- [TASK DETAILS]: Reproduce the line containing "thumb cmc: (1375, 877)" and every line after it through the end of the records. Include nothing else.

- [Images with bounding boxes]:
== Segment start ==
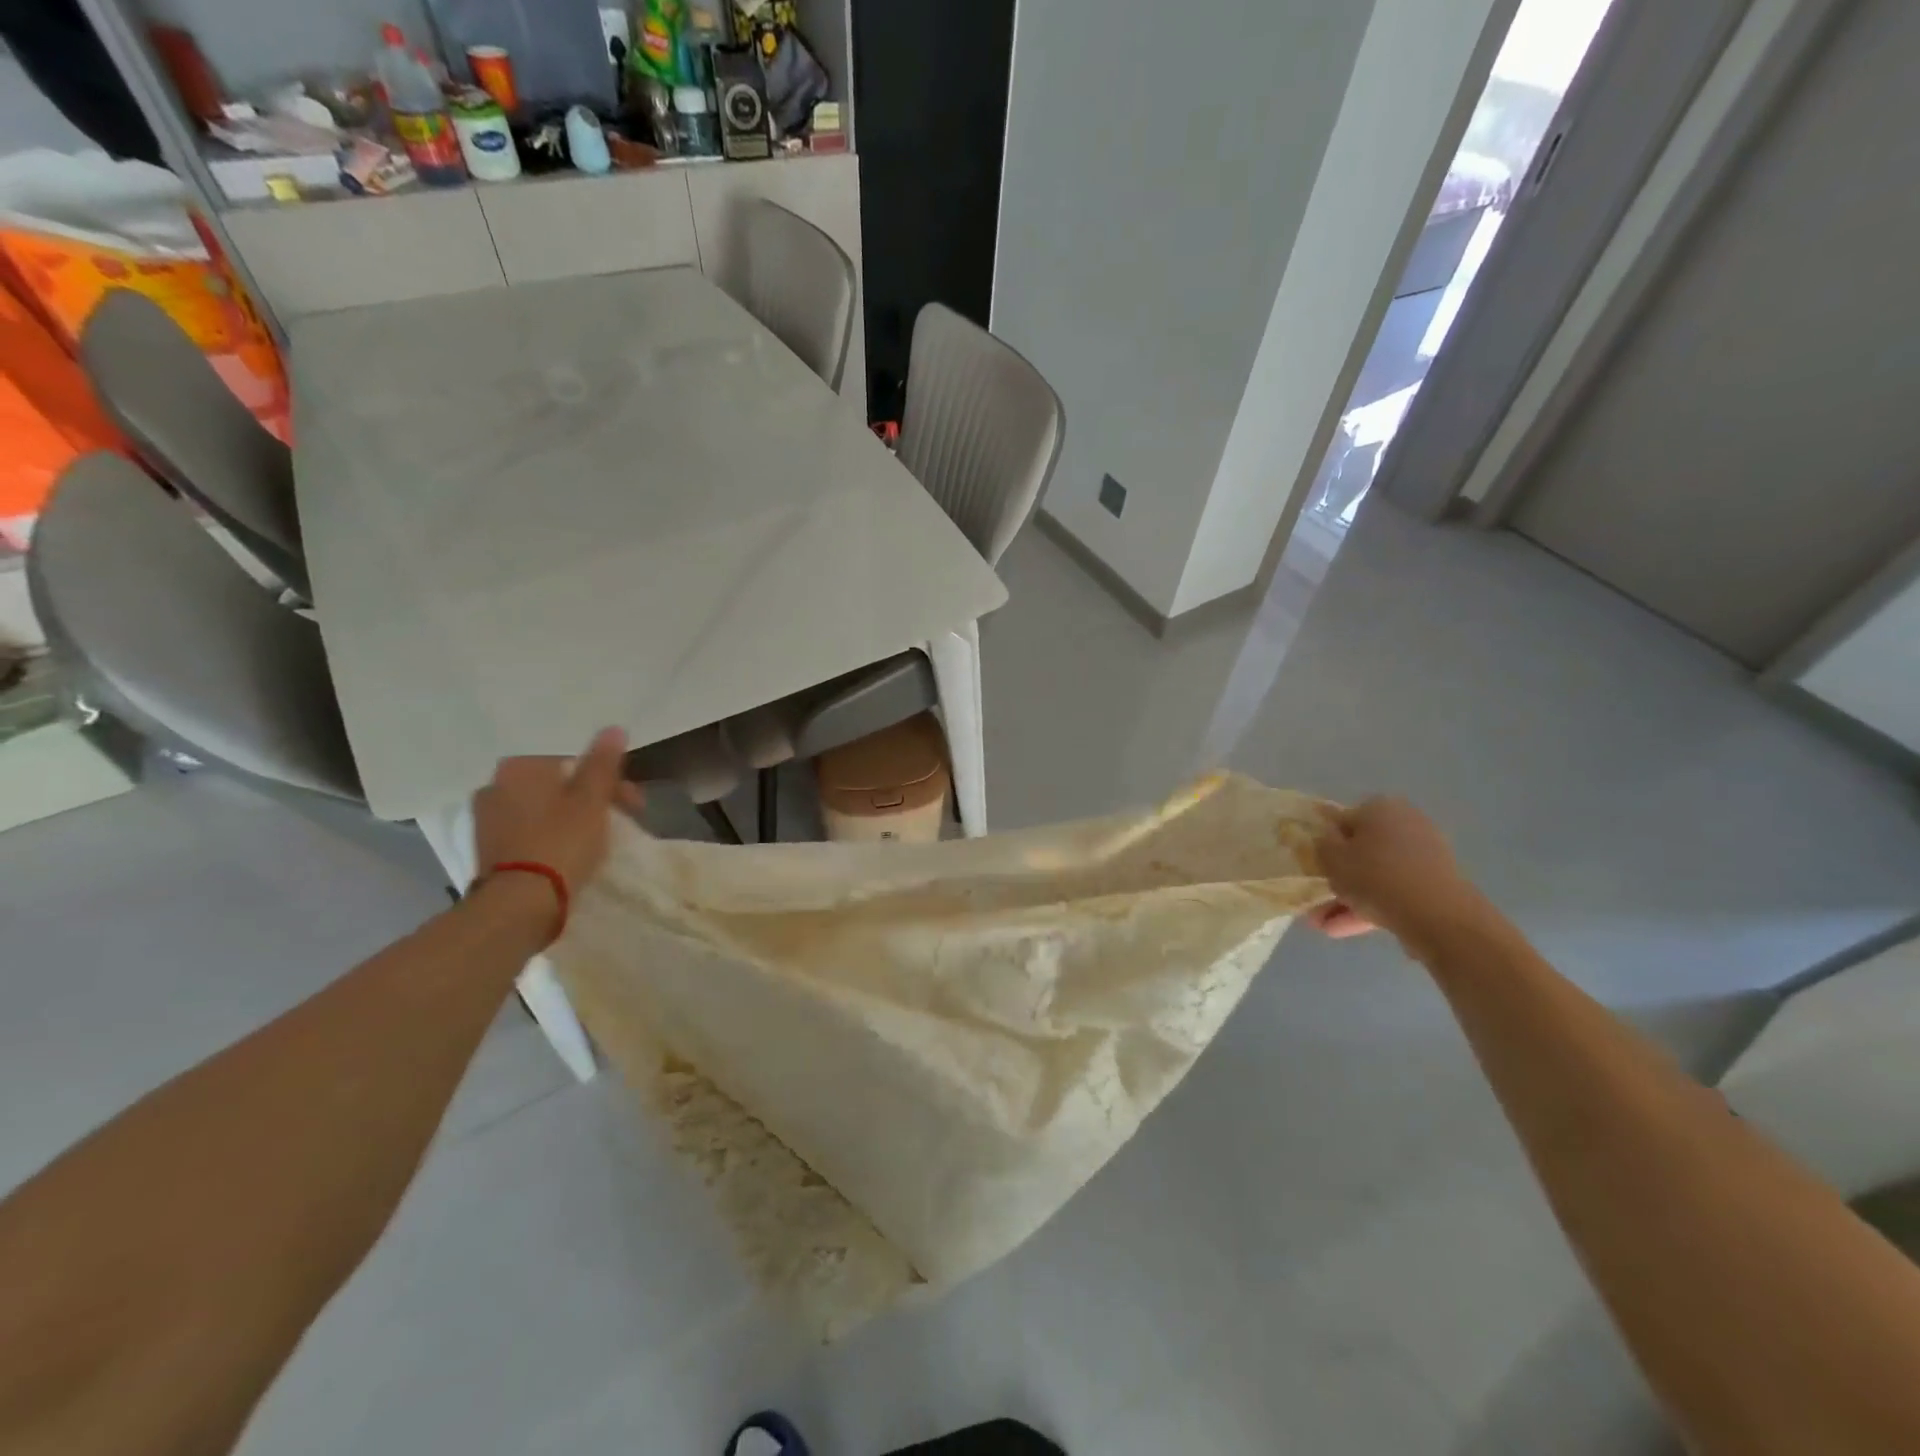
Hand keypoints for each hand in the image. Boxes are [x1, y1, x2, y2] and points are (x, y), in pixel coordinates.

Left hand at [472, 727, 639, 896]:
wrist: (519, 905)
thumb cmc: (561, 843)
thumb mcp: (592, 801)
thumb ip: (603, 763)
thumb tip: (613, 728)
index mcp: (520, 767)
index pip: (574, 760)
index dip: (609, 780)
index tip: (633, 804)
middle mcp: (495, 785)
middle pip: (557, 783)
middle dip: (591, 797)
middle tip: (621, 821)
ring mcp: (486, 819)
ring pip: (542, 806)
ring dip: (570, 815)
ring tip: (596, 839)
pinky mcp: (486, 849)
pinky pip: (528, 829)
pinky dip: (550, 834)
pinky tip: (568, 851)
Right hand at [1309, 798, 1483, 944]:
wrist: (1438, 916)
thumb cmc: (1375, 877)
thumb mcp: (1331, 858)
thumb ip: (1321, 844)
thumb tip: (1325, 838)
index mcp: (1380, 808)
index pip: (1342, 820)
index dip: (1324, 844)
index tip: (1313, 866)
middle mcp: (1405, 823)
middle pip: (1361, 850)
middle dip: (1338, 877)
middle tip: (1317, 898)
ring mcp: (1424, 855)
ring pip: (1376, 875)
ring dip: (1350, 898)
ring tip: (1324, 926)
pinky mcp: (1435, 884)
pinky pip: (1394, 891)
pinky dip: (1372, 907)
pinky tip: (1344, 930)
== Segment end ==
- [WRITTEN REPLY]:
thumb cmc: (1375, 877)
thumb mcp: (1331, 858)
thumb ip: (1321, 844)
thumb tip: (1325, 838)
index mcp: (1380, 808)
index pip: (1342, 820)
index dip: (1324, 844)
index tip: (1313, 866)
middle mcp: (1405, 823)
middle pip: (1361, 850)
middle dip: (1338, 877)
middle tip: (1317, 898)
ring mcp: (1424, 855)
ring pip: (1376, 875)
ring dip: (1350, 898)
ring tip: (1324, 926)
pinky mcp: (1435, 884)
pinky pip: (1394, 891)
pinky dip: (1372, 907)
pinky tip: (1344, 930)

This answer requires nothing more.